Non-machine statistical learning methods for data mining include fuzzy sets, rough sets, and support vector machines.
Data mining is the process of algorithmically searching for hidden information from large amounts of data. Data mining is often associated with computer science and is accomplished through many methods such as statistics, analytical processing, intelligence retrieval, machine learning, expert systems, and pattern recognition. Nowadays, people are eager to analyze massive amounts of data in depth, discover and extract hidden information in order to make better use of it, and it is precisely because of this need that data mining technology has come into being.
There are many legitimate uses for data mining, such as finding out the relationship between a drug and its *** in a database of patients. This relationship may not occur in 1,000 people, but pharmacology-related programs can use this method to reduce the number of patients who have adverse reactions to drugs and potentially save lives.

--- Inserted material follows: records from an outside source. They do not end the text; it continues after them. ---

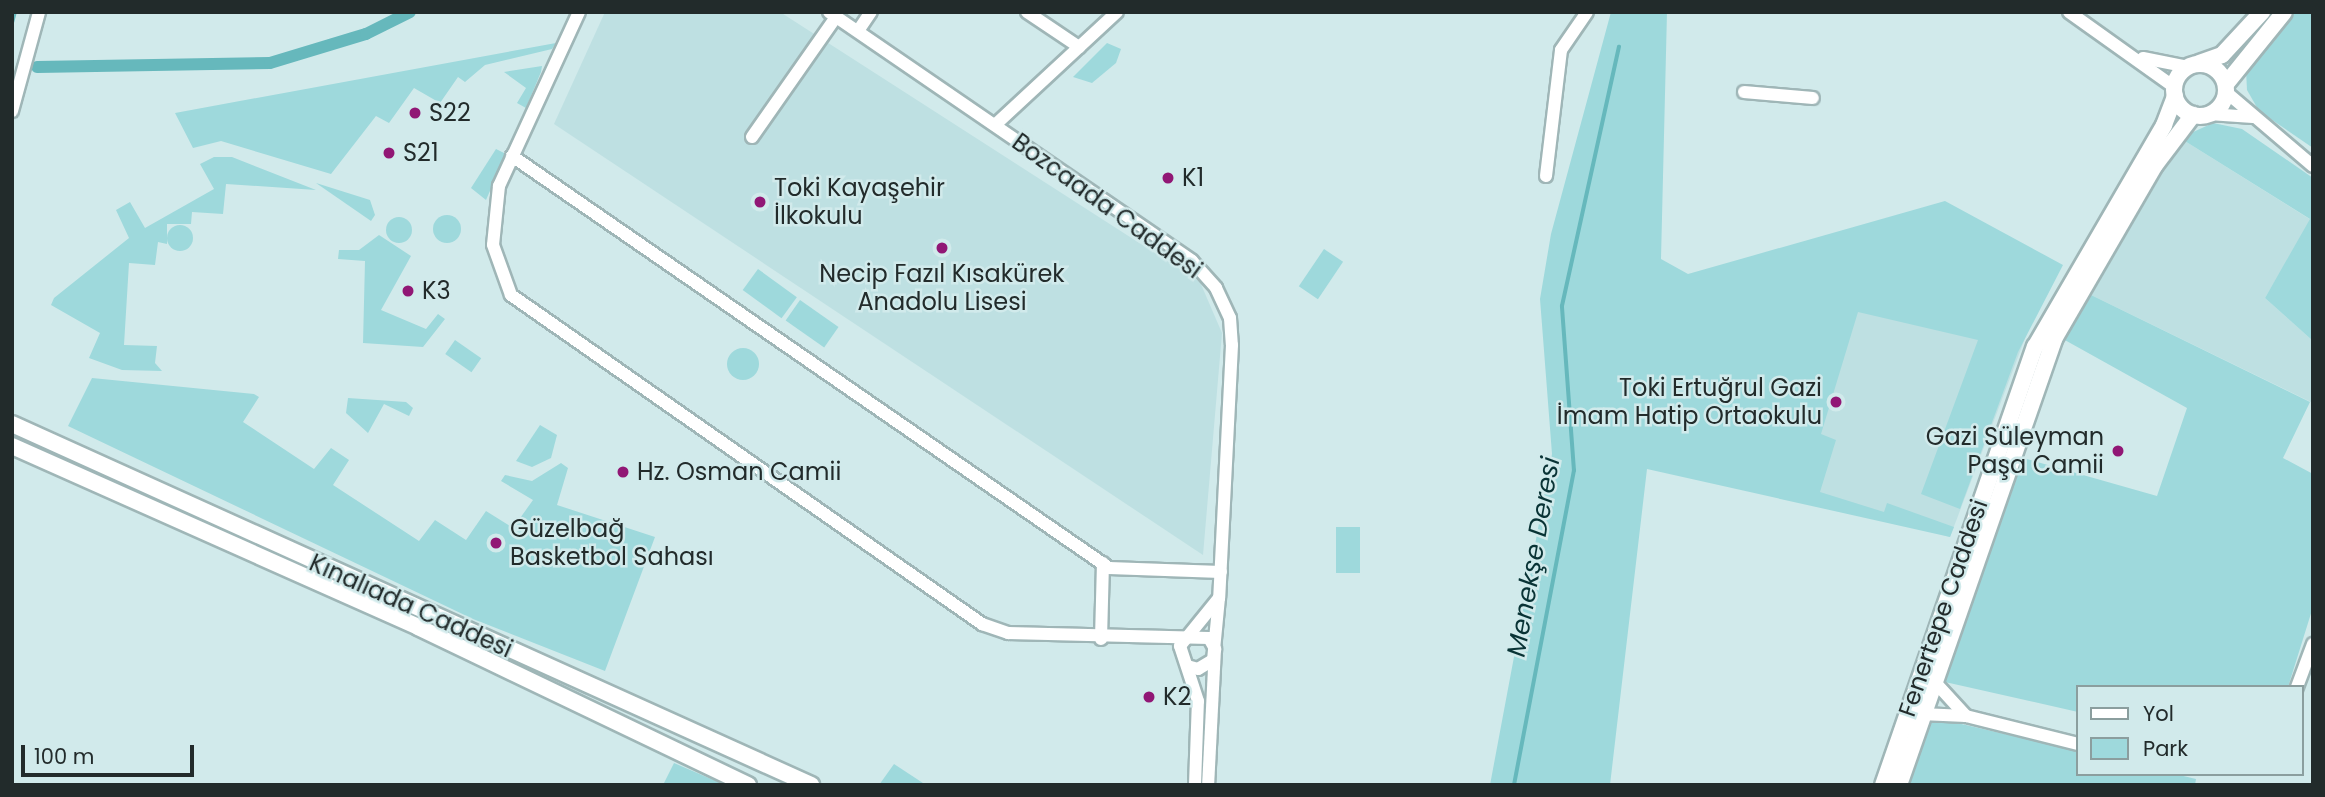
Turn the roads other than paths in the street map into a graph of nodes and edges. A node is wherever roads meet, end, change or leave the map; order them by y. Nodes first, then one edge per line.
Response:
1 (39, 12) edge
2 (579, 12) edge
3 (871, 12) edge
4 (1027, 12) edge
5 (1118, 12) edge
6 (1587, 12) edge
7 (2069, 12) edge
8 (2262, 12) edge
9 (2284, 12) edge
10 (832, 15) edge
11 (858, 32) junction
12 (1079, 47) junction
13 (2136, 55) junction
14 (2193, 65) junction
15 (2226, 88) junction
16 (1744, 92) dead end
17 (2175, 92) junction
18 (1813, 98) dead end
19 (12, 111) edge
20 (2201, 115) junction
21 (2254, 117) junction
22 (995, 125) junction
23 (752, 137) dead end
24 (512, 156) junction
25 (2313, 166) edge
26 (1546, 176) dead end
27 (12, 424) edge
28 (12, 446) edge
29 (1103, 564) junction
30 (1220, 572) junction
31 (1219, 598) junction
32 (1186, 636) junction
33 (1101, 639) junction
34 (2313, 644) edge
35 (1215, 655) junction
36 (1187, 666) junction
37 (2306, 666) junction
38 (1933, 680) junction
39 (2313, 680) edge
40 (2298, 685) edge
41 (1922, 714) junction
42 (1966, 716) junction
43 (2076, 744) edge
44 (748, 785) edge
45 (811, 785) edge
46 (1195, 785) edge
47 (1208, 785) edge
48 (1883, 785) edge
49 (1899, 785) edge

1 - 19 street
2 - 24 street
3 - 11 street
4 - 12 street
5 - 12 street
6 - 26 street
7 - 13 street
8 - 14 main road
9 - 15 main road
10 - 11 street, Bozcaada Caddesi
10 - 23 street
11 - 22 street, Bozcaada Caddesi
12 - 22 street
13 - 14 street
13 - 17 street
14 - 15 main road
14 - 17 main road, Fenertepe Caddesi
15 - 20 main road, Fenertepe Caddesi
15 - 21 street
16 - 18 street
17 - 20 main road
17 - 48 main road, Fenertepe Caddesi
20 - 21 street
20 - 38 main road, Fenertepe Caddesi
21 - 25 street
22 - 30 street, Bozcaada Caddesi
24 - 29 street
24 - 33 street
27 - 45 main road, Kınalıada Caddesi
28 - 44 main road, Kınalıada Caddesi
29 - 30 street
29 - 33 street
30 - 31 street, Bozcaada Caddesi
31 - 32 street
31 - 35 street, Bozcaada Caddesi
32 - 33 street
32 - 35 street
32 - 36 street
34 - 37 street
35 - 36 street
35 - 47 street, Bozcaada Caddesi
36 - 46 street
37 - 39 street
37 - 40 street
38 - 41 main road, Fenertepe Caddesi
38 - 42 street
41 - 42 street
41 - 49 main road, Fenertepe Caddesi
42 - 43 street

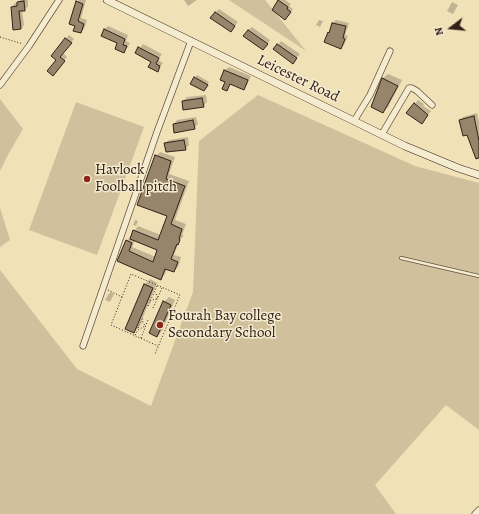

Regarding the study of data mining, we recommend the relevant courses of CDA data engineers, which take into account the horizontal ability to solve data mining process problems and the vertical ability to solve data mining algorithm problems. Students are required to have the thinking of starting from the root cause of data governance, explore business problems through digital working methods, and choose business process optimization tools or algorithm tools through proximate cause analysis and macro root cause analysis, rather than "problem tuning algorithm package". Click here to book a free trial lesson.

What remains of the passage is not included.